The problem:
Every line of the entries below that includes "from" belongs in the answer, copied as written.

--- Records for the task ---

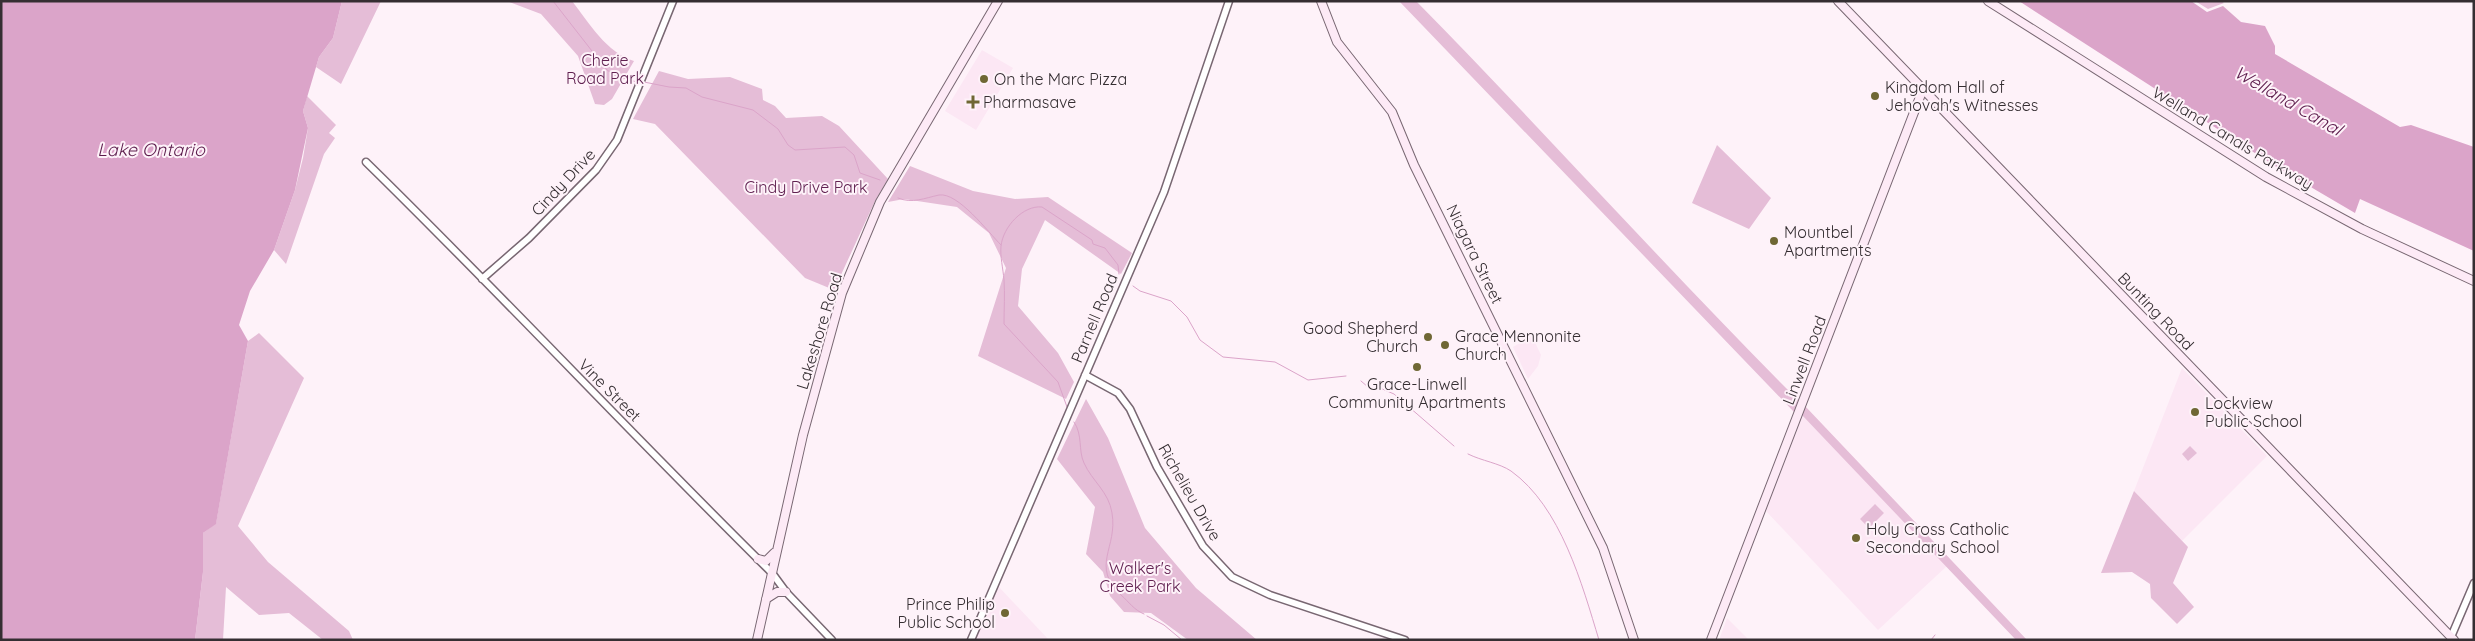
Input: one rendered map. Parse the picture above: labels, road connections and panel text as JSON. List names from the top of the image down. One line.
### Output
{"streets":{"main road":["Welland Canals Parkway","Niagara Street","Bunting Road","Lakeshore Road","Linwell Road"],"street":["Cindy Drive","Parnell Road","Vine Street","Richelieu Drive"]},"crossings":[["Cindy Drive","Vine Street"],["Bunting Road","Linwell Road"],["Parnell Road","Richelieu Drive"],["Lakeshore Road","Vine Street"]],"water":["Welland Canal","Lake Ontario"],"parks":["Cherie Road Park","Cindy Drive Park","Walker's Creek Park"],"places":{"other":["On the Marc Pizza","Kingdom Hall of Jehovah's Witnesses","Mountbel Apartments","Good Shepherd Church","Grace Mennonite Church","Grace-Linwell Community Apartments","Lockview Public School","Holy Cross Catholic Secondary School","Prince Philip Public School"],"health":["Pharmasave"]}}
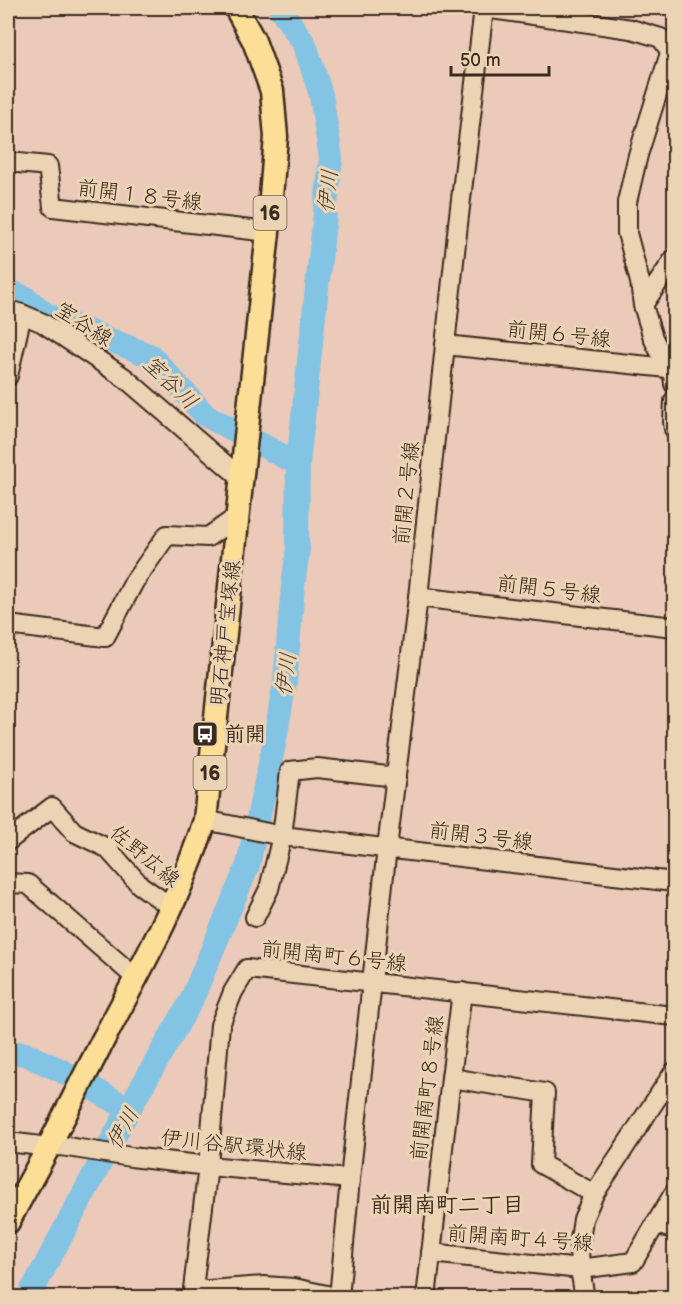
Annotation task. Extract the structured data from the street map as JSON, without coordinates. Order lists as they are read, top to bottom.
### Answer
{
  "streets": {
    "main road": ["16", "明石神戸宝塚線"],
    "street": [
      "前開１８号線",
      "室谷線",
      "前開６号線",
      "前開２号線",
      "前開５号線",
      "前開３号線",
      "佐野広線",
      "前開南町６号線",
      "前開南町８号線",
      "伊川谷駅環状線",
      "前開南町４号線"
    ]
  },
  "crossings": [
    ["前開１８号線", "明石神戸宝塚線"],
    ["室谷線", "明石神戸宝塚線"],
    ["前開６号線", "前開２号線"],
    ["前開２号線", "前開５号線"],
    ["前開２号線", "前開３号線"],
    ["前開２号線", "前開南町６号線"],
    ["前開２号線", "伊川谷駅環状線"],
    ["明石神戸宝塚線", "佐野広線"],
    ["明石神戸宝塚線", "伊川谷駅環状線"],
    ["前開南町６号線", "前開南町８号線"],
    ["前開南町６号線", "伊川谷駅環状線"],
    ["前開南町８号線", "前開南町４号線"]
  ],
  "districts": ["前開南町二丁目"],
  "water": ["伊川", "室谷川"],
  "places": {
    "bus stop": ["前開"]
  },
  "scale_bar": "50 m"
}
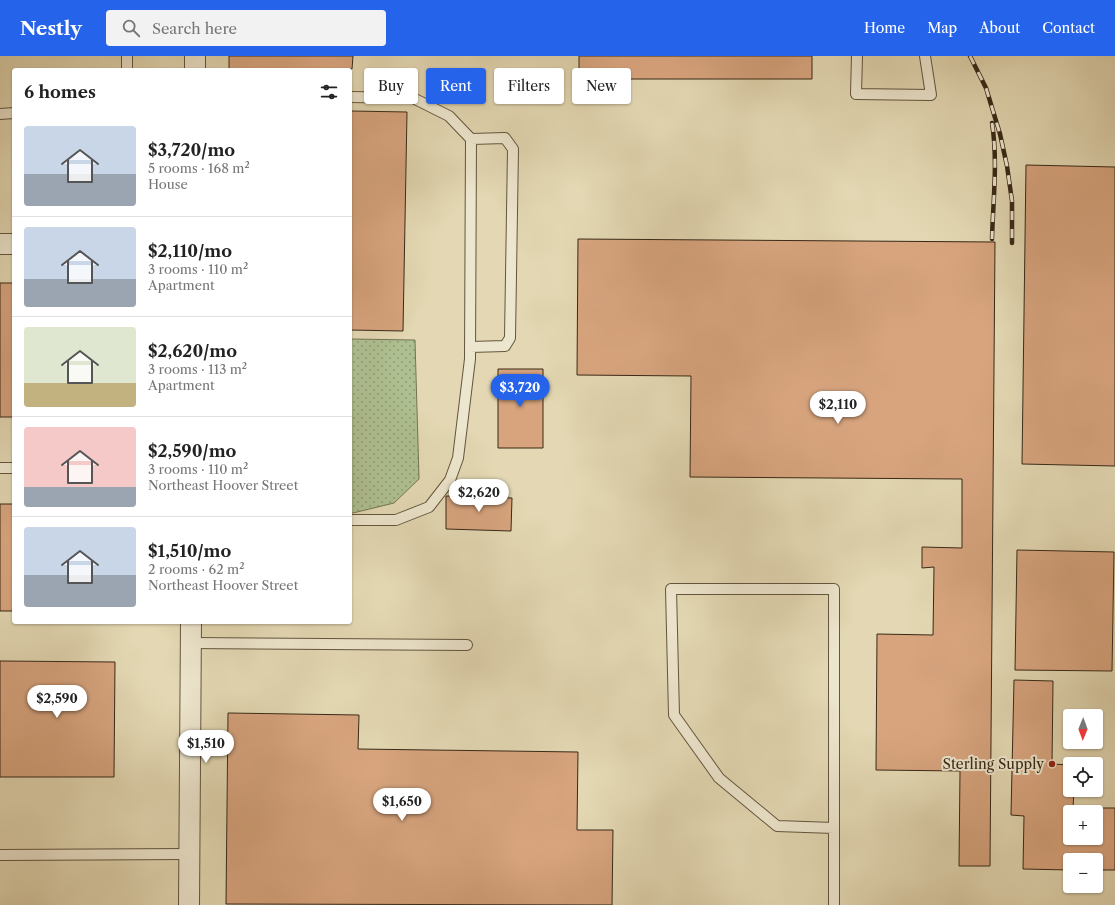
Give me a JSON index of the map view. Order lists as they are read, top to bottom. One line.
{"places":["Sterling Supply"],"north":"bottom","page":{"header":"Nestly","search":"Search here","nav":["Home","Map","About","Contact"],"chip":["Buy","Rent","Filters","New"],"heading":"6 homes","list":[{"name":"$3,720/mo","note":"5 rooms · 168 m² · House"},{"name":"$2,110/mo","note":"3 rooms · 110 m² · Apartment"},{"name":"$2,620/mo","note":"3 rooms · 113 m² · Apartment"},{"name":"$2,590/mo","note":"3 rooms · 110 m² · Northeast Hoover Street"},{"name":"$1,510/mo","note":"2 rooms · 62 m² · Northeast Hoover Street"}],"price":["$3,720","$2,110","$2,620","$2,590","$1,510","$1,650"],"map_buttons":["+","−"]}}
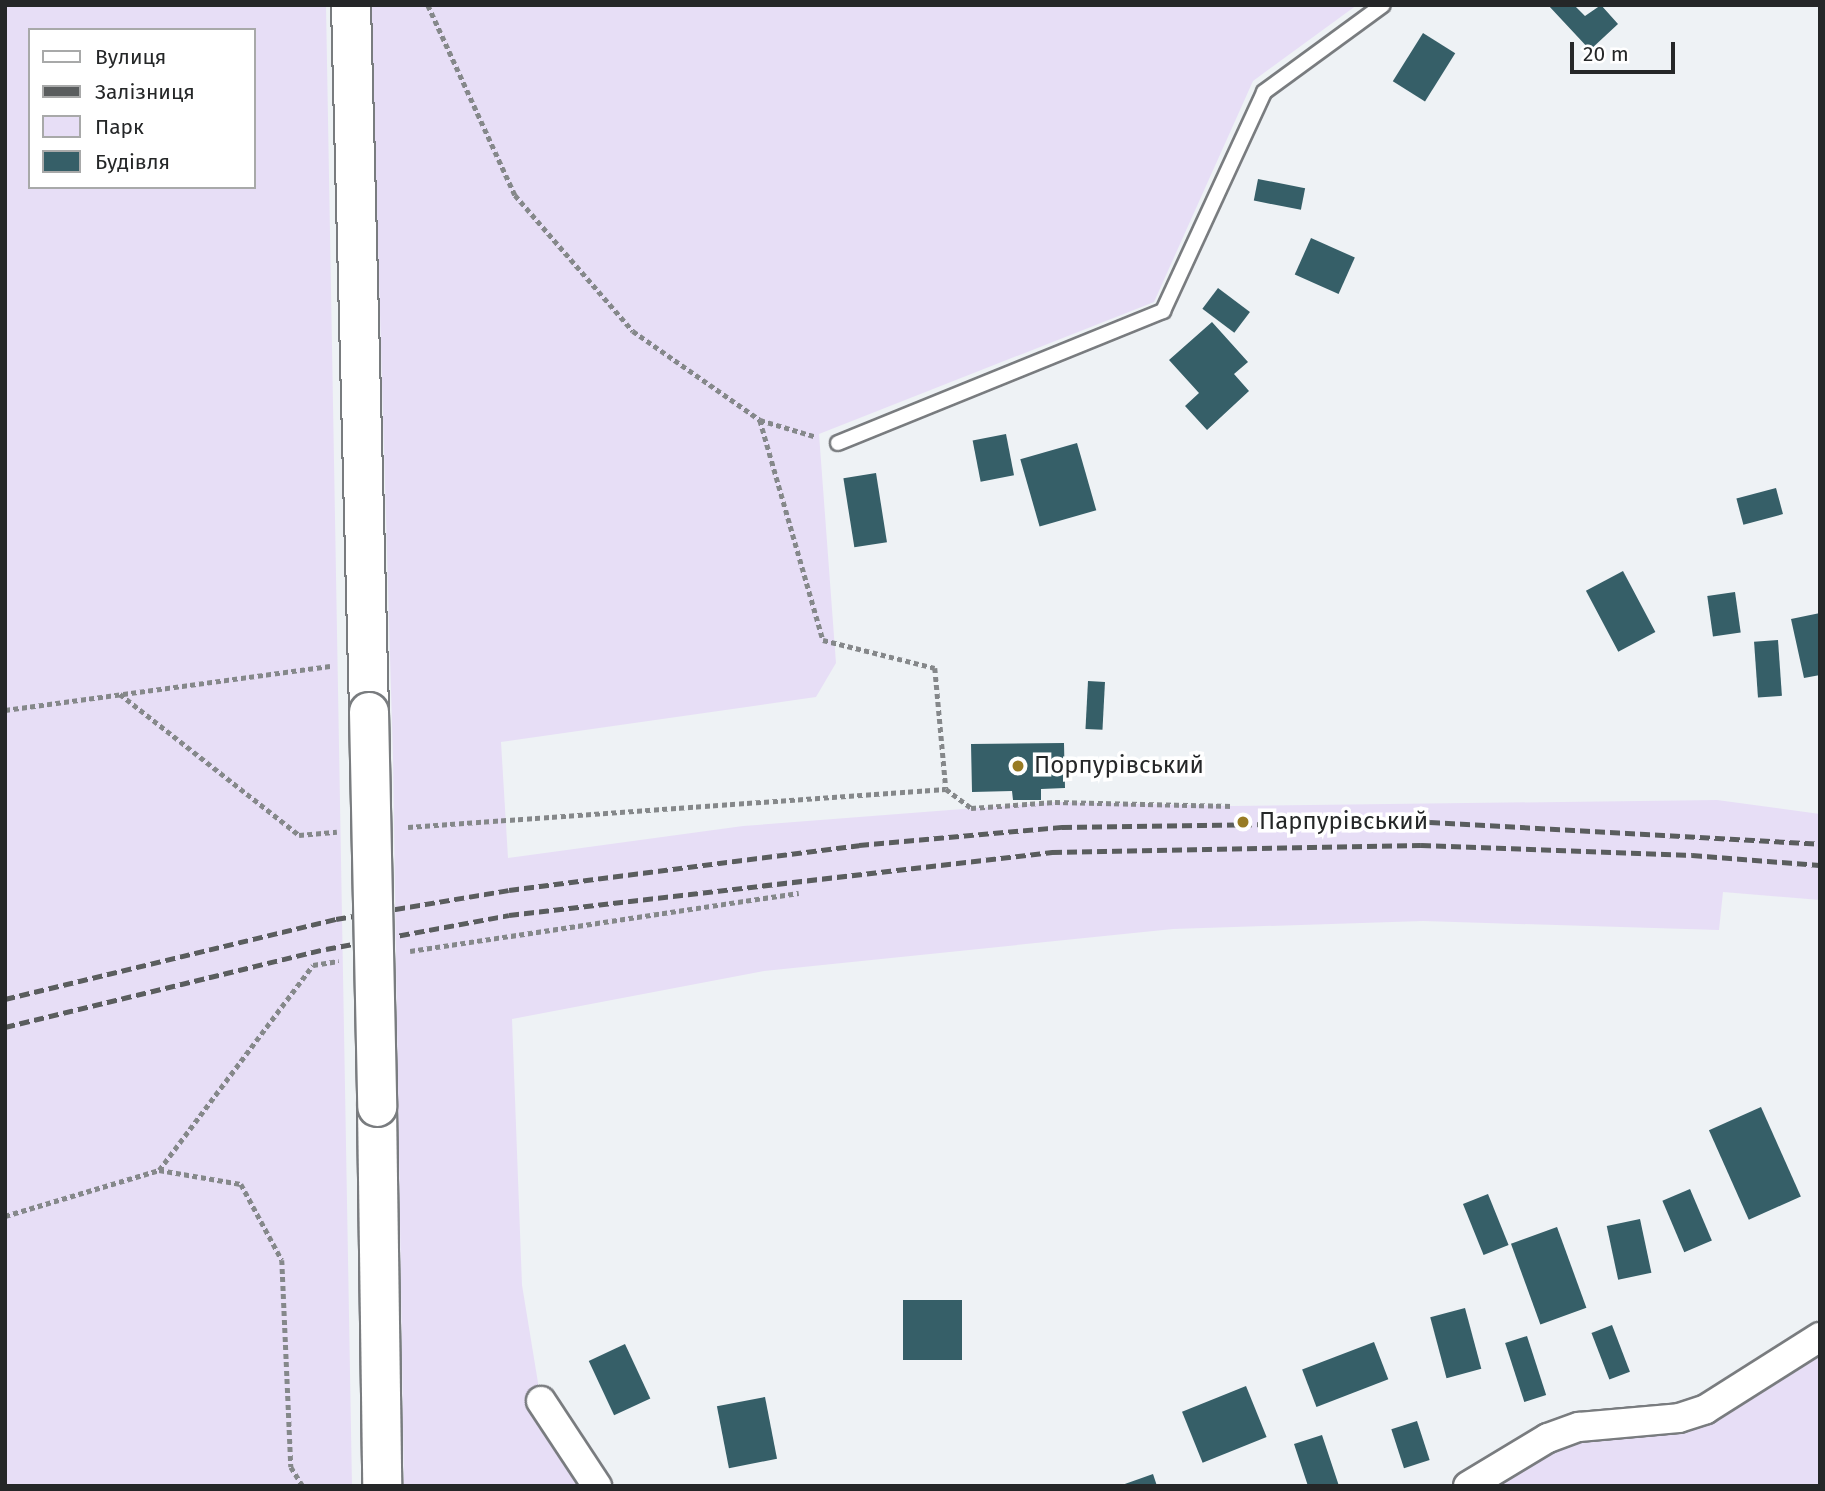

---

Written response:
Input: one rendered map. Parse the picture above: labels, road connections and panel text as JSON. List names from the top of the image down. One line.
Annotation task. Extract the structured data from the street map as JSON, without coordinates. Order lists as they are read, top to bottom.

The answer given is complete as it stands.